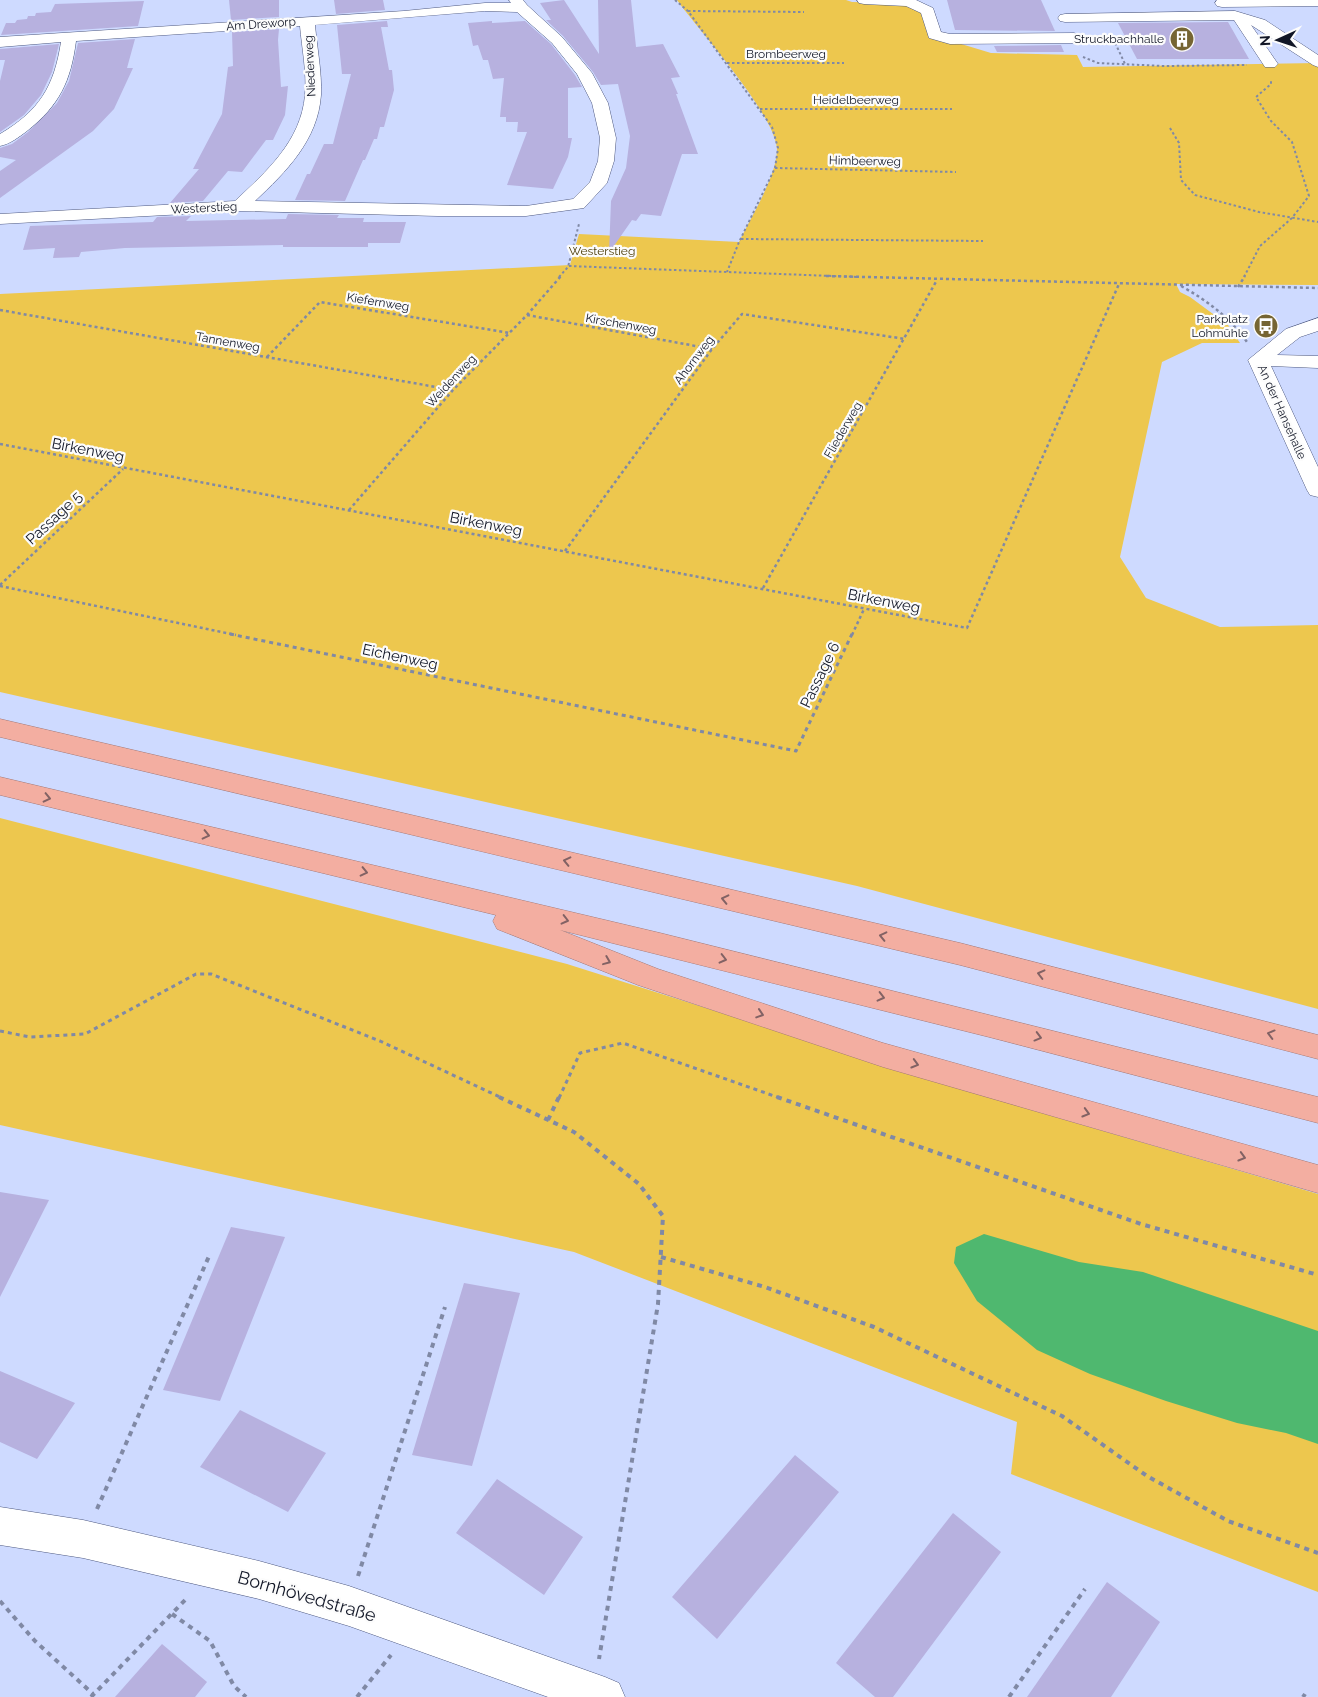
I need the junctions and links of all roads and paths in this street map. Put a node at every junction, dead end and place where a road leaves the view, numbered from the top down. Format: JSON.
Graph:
{"nodes":[{"id":1,"x":676,"y":0,"type":"edge"},
{"id":2,"x":864,"y":0,"type":"edge"},
{"id":3,"x":1058,"y":0,"type":"edge"},
{"id":4,"x":1150,"y":0,"type":"edge"},
{"id":5,"x":1209,"y":1,"type":"edge"},
{"id":6,"x":1318,"y":2,"type":"edge"},
{"id":7,"x":518,"y":4,"type":"edge"},
{"id":8,"x":463,"y":5,"type":"edge"},
{"id":9,"x":688,"y":11,"type":"junction"},
{"id":10,"x":804,"y":12,"type":"dead end"},
{"id":11,"x":1065,"y":18,"type":"junction"},
{"id":12,"x":1103,"y":18,"type":"junction"},
{"id":13,"x":1170,"y":18,"type":"junction"},
{"id":14,"x":307,"y":21,"type":"junction"},
{"id":15,"x":69,"y":37,"type":"junction"},
{"id":16,"x":1074,"y":38,"type":"junction"},
{"id":17,"x":0,"y":42,"type":"edge"},
{"id":18,"x":1082,"y":57,"type":"joint"},
{"id":19,"x":1318,"y":62,"type":"edge"},
{"id":20,"x":727,"y":63,"type":"junction"},
{"id":21,"x":844,"y":63,"type":"dead end"},
{"id":22,"x":1125,"y":64,"type":"junction"},
{"id":23,"x":1270,"y":64,"type":"joint"},
{"id":24,"x":1263,"y":90,"type":"dead end"},
{"id":25,"x":952,"y":109,"type":"dead end"},
{"id":26,"x":760,"y":110,"type":"junction"},
{"id":27,"x":1170,"y":128,"type":"dead end"},
{"id":28,"x":0,"y":141,"type":"edge"},
{"id":29,"x":775,"y":168,"type":"junction"},
{"id":30,"x":956,"y":172,"type":"dead end"},
{"id":31,"x":582,"y":201,"type":"junction"},
{"id":32,"x":240,"y":206,"type":"junction"},
{"id":33,"x":1292,"y":218,"type":"junction"},
{"id":34,"x":0,"y":219,"type":"edge"},
{"id":35,"x":1318,"y":222,"type":"edge"},
{"id":36,"x":741,"y":239,"type":"junction"},
{"id":37,"x":983,"y":241,"type":"dead end"},
{"id":38,"x":569,"y":266,"type":"junction"},
{"id":39,"x":728,"y":272,"type":"junction"},
{"id":40,"x":937,"y":280,"type":"junction"},
{"id":41,"x":1119,"y":284,"type":"junction"},
{"id":42,"x":1180,"y":286,"type":"junction"},
{"id":43,"x":1238,"y":287,"type":"junction"},
{"id":44,"x":1318,"y":288,"type":"edge"},
{"id":45,"x":0,"y":310,"type":"edge"},
{"id":46,"x":527,"y":315,"type":"junction"},
{"id":47,"x":1318,"y":324,"type":"edge"},
{"id":48,"x":510,"y":333,"type":"junction"},
{"id":49,"x":905,"y":339,"type":"junction"},
{"id":50,"x":712,"y":349,"type":"junction"},
{"id":51,"x":267,"y":358,"type":"junction"},
{"id":52,"x":1258,"y":360,"type":"junction"},
{"id":53,"x":1318,"y":362,"type":"edge"},
{"id":54,"x":453,"y":390,"type":"junction"},
{"id":55,"x":0,"y":444,"type":"edge"},
{"id":56,"x":124,"y":468,"type":"junction"},
{"id":57,"x":1318,"y":490,"type":"edge"},
{"id":58,"x":349,"y":510,"type":"junction"},
{"id":59,"x":566,"y":551,"type":"junction"},
{"id":60,"x":0,"y":586,"type":"edge"},
{"id":61,"x":763,"y":588,"type":"junction"},
{"id":62,"x":864,"y":609,"type":"junction"},
{"id":63,"x":0,"y":728,"type":"edge"},
{"id":64,"x":796,"y":751,"type":"joint"},
{"id":65,"x":0,"y":786,"type":"edge"},
{"id":66,"x":415,"y":884,"type":"junction"},
{"id":67,"x":0,"y":1031,"type":"edge"},
{"id":68,"x":1318,"y":1046,"type":"edge"},
{"id":69,"x":1318,"y":1110,"type":"edge"},
{"id":70,"x":548,"y":1120,"type":"junction"},
{"id":71,"x":1318,"y":1179,"type":"edge"},
{"id":72,"x":210,"y":1254,"type":"dead end"},
{"id":73,"x":661,"y":1257,"type":"junction"},
{"id":74,"x":1318,"y":1275,"type":"edge"},
{"id":75,"x":445,"y":1307,"type":"dead end"},
{"id":76,"x":0,"y":1526,"type":"edge"},
{"id":77,"x":83,"y":1539,"type":"junction"},
{"id":78,"x":1318,"y":1553,"type":"edge"},
{"id":79,"x":214,"y":1570,"type":"junction"},
{"id":80,"x":1085,"y":1589,"type":"dead end"},
{"id":81,"x":0,"y":1601,"type":"edge"},
{"id":82,"x":349,"y":1606,"type":"junction"},
{"id":83,"x":172,"y":1614,"type":"junction"},
{"id":84,"x":413,"y":1628,"type":"junction"},
{"id":85,"x":578,"y":1691,"type":"edge"},
{"id":86,"x":92,"y":1696,"type":"edge"},
{"id":87,"x":246,"y":1697,"type":"edge"},
{"id":88,"x":356,"y":1697,"type":"edge"},
{"id":89,"x":1009,"y":1697,"type":"edge"}],
"edges":[{"from":1,"to":9,"type":"path"},
{"from":2,"to":16,"type":"street"},
{"from":3,"to":11,"type":"street"},
{"from":4,"to":13,"type":"street"},
{"from":5,"to":6,"type":"street"},
{"from":5,"to":19,"type":"street"},
{"from":7,"to":8,"type":"street","name":"Am Dreworp"},
{"from":7,"to":31,"type":"street"},
{"from":8,"to":14,"type":"street","name":"Am Dreworp"},
{"from":9,"to":10,"type":"path"},
{"from":9,"to":20,"type":"path"},
{"from":11,"to":12,"type":"street"},
{"from":11,"to":16,"type":"street"},
{"from":12,"to":13,"type":"street"},
{"from":12,"to":22,"type":"path"},
{"from":13,"to":23,"type":"street"},
{"from":14,"to":15,"type":"street","name":"Am Dreworp"},
{"from":14,"to":32,"type":"street","name":"Niederweg"},
{"from":15,"to":17,"type":"street","name":"Am Dreworp"},
{"from":15,"to":28,"type":"street"},
{"from":16,"to":18,"type":"street"},
{"from":18,"to":22,"type":"path"},
{"from":20,"to":21,"type":"path","name":"Brombeerweg"},
{"from":20,"to":26,"type":"path"},
{"from":22,"to":23,"type":"path"},
{"from":24,"to":33,"type":"path"},
{"from":25,"to":26,"type":"path","name":"Heidelbeerweg"},
{"from":26,"to":29,"type":"path"},
{"from":27,"to":33,"type":"path"},
{"from":29,"to":30,"type":"path","name":"Himbeerweg"},
{"from":29,"to":36,"type":"path"},
{"from":31,"to":32,"type":"street","name":"Westerstieg"},
{"from":31,"to":38,"type":"path"},
{"from":32,"to":34,"type":"street","name":"Westerstieg"},
{"from":33,"to":35,"type":"path"},
{"from":33,"to":43,"type":"path"},
{"from":36,"to":37,"type":"path"},
{"from":36,"to":39,"type":"path"},
{"from":38,"to":39,"type":"path"},
{"from":38,"to":46,"type":"path","name":"Weidenweg"},
{"from":39,"to":40,"type":"path"},
{"from":40,"to":41,"type":"path"},
{"from":40,"to":49,"type":"path","name":"Fliederweg"},
{"from":41,"to":42,"type":"path"},
{"from":41,"to":62,"type":"path","name":"Birkenweg"},
{"from":42,"to":43,"type":"path"},
{"from":42,"to":52,"type":"path"},
{"from":43,"to":44,"type":"path"},
{"from":45,"to":51,"type":"path","name":"Tannenweg"},
{"from":46,"to":48,"type":"path","name":"Weidenweg"},
{"from":46,"to":50,"type":"path","name":"Kirschenweg"},
{"from":47,"to":52,"type":"street"},
{"from":48,"to":51,"type":"path","name":"Kiefernweg"},
{"from":48,"to":54,"type":"path","name":"Weidenweg"},
{"from":49,"to":50,"type":"path","name":"Ahornweg"},
{"from":49,"to":61,"type":"path","name":"Fliederweg"},
{"from":50,"to":59,"type":"path","name":"Ahornweg"},
{"from":51,"to":54,"type":"path","name":"Tannenweg"},
{"from":52,"to":53,"type":"street","name":"An der Hansehalle"},
{"from":52,"to":57,"type":"street","name":"An der Hansehalle"},
{"from":54,"to":58,"type":"path","name":"Weidenweg"},
{"from":55,"to":56,"type":"path","name":"Birkenweg"},
{"from":56,"to":58,"type":"path","name":"Birkenweg"},
{"from":56,"to":60,"type":"path","name":"Passage 5"},
{"from":58,"to":59,"type":"path","name":"Birkenweg"},
{"from":59,"to":61,"type":"path","name":"Birkenweg"},
{"from":60,"to":64,"type":"path","name":"Eichenweg"},
{"from":61,"to":62,"type":"path","name":"Birkenweg"},
{"from":62,"to":64,"type":"path","name":"Passage 6"},
{"from":68,"to":63,"type":"highway","one_way":true},
{"from":65,"to":66,"type":"highway","one_way":true},
{"from":66,"to":69,"type":"highway","one_way":true},
{"from":66,"to":71,"type":"highway","one_way":true},
{"from":67,"to":70,"type":"path"},
{"from":70,"to":73,"type":"path"},
{"from":70,"to":74,"type":"path"},
{"from":72,"to":77,"type":"path"},
{"from":73,"to":78,"type":"path"},
{"from":73,"to":85,"type":"path"},
{"from":75,"to":82,"type":"path"},
{"from":76,"to":77,"type":"street","name":"Bornhövedstraße"},
{"from":77,"to":79,"type":"street","name":"Bornhövedstraße"},
{"from":79,"to":82,"type":"street","name":"Bornhövedstraße"},
{"from":79,"to":83,"type":"path"},
{"from":80,"to":89,"type":"path"},
{"from":81,"to":86,"type":"path"},
{"from":82,"to":84,"type":"street","name":"Bornhövedstraße"},
{"from":83,"to":86,"type":"path"},
{"from":83,"to":87,"type":"path"},
{"from":84,"to":85,"type":"street","name":"Bornhövedstraße"},
{"from":84,"to":88,"type":"path"}]}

────

## Problem
Every line of the listing that holds "Tannenweg" is to be counted; give only the resulting number.

## Problem solution
2